[Saved entries]
━━━━

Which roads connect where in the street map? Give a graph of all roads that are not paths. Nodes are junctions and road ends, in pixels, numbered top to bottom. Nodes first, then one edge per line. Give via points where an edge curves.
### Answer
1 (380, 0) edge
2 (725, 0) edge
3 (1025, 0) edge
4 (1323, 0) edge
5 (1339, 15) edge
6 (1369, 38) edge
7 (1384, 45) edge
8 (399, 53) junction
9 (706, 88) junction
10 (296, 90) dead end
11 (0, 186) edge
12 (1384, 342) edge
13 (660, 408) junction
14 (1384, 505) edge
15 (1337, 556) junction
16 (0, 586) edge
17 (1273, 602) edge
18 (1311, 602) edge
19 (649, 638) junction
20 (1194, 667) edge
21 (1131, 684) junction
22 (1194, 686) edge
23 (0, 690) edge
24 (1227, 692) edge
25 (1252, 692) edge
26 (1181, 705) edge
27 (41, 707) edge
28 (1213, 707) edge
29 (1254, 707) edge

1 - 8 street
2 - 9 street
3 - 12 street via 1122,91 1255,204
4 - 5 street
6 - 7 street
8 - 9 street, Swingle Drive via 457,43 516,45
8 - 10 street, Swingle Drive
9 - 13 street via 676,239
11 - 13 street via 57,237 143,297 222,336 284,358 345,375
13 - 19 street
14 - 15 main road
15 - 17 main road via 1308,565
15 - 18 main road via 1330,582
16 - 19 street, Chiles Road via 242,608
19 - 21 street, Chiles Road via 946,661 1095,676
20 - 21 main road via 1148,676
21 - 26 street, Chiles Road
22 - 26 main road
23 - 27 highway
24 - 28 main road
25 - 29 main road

━━━━

The entries above must be output exactly, with every line preserved.

● **Solution to this task**
Which roads connect where in the street map? Give a graph of all roads that are not paths. Nodes are junctions and road ends, in pixels, numbered top to bottom. Nodes first, then one edge per line. Give via points where an edge curves.
### Answer
1 (380, 0) edge
2 (725, 0) edge
3 (1025, 0) edge
4 (1323, 0) edge
5 (1339, 15) edge
6 (1369, 38) edge
7 (1384, 45) edge
8 (399, 53) junction
9 (706, 88) junction
10 (296, 90) dead end
11 (0, 186) edge
12 (1384, 342) edge
13 (660, 408) junction
14 (1384, 505) edge
15 (1337, 556) junction
16 (0, 586) edge
17 (1273, 602) edge
18 (1311, 602) edge
19 (649, 638) junction
20 (1194, 667) edge
21 (1131, 684) junction
22 (1194, 686) edge
23 (0, 690) edge
24 (1227, 692) edge
25 (1252, 692) edge
26 (1181, 705) edge
27 (41, 707) edge
28 (1213, 707) edge
29 (1254, 707) edge

1 - 8 street
2 - 9 street
3 - 12 street via 1122,91 1255,204
4 - 5 street
6 - 7 street
8 - 9 street, Swingle Drive via 457,43 516,45
8 - 10 street, Swingle Drive
9 - 13 street via 676,239
11 - 13 street via 57,237 143,297 222,336 284,358 345,375
13 - 19 street
14 - 15 main road
15 - 17 main road via 1308,565
15 - 18 main road via 1330,582
16 - 19 street, Chiles Road via 242,608
19 - 21 street, Chiles Road via 946,661 1095,676
20 - 21 main road via 1148,676
21 - 26 street, Chiles Road
22 - 26 main road
23 - 27 highway
24 - 28 main road
25 - 29 main road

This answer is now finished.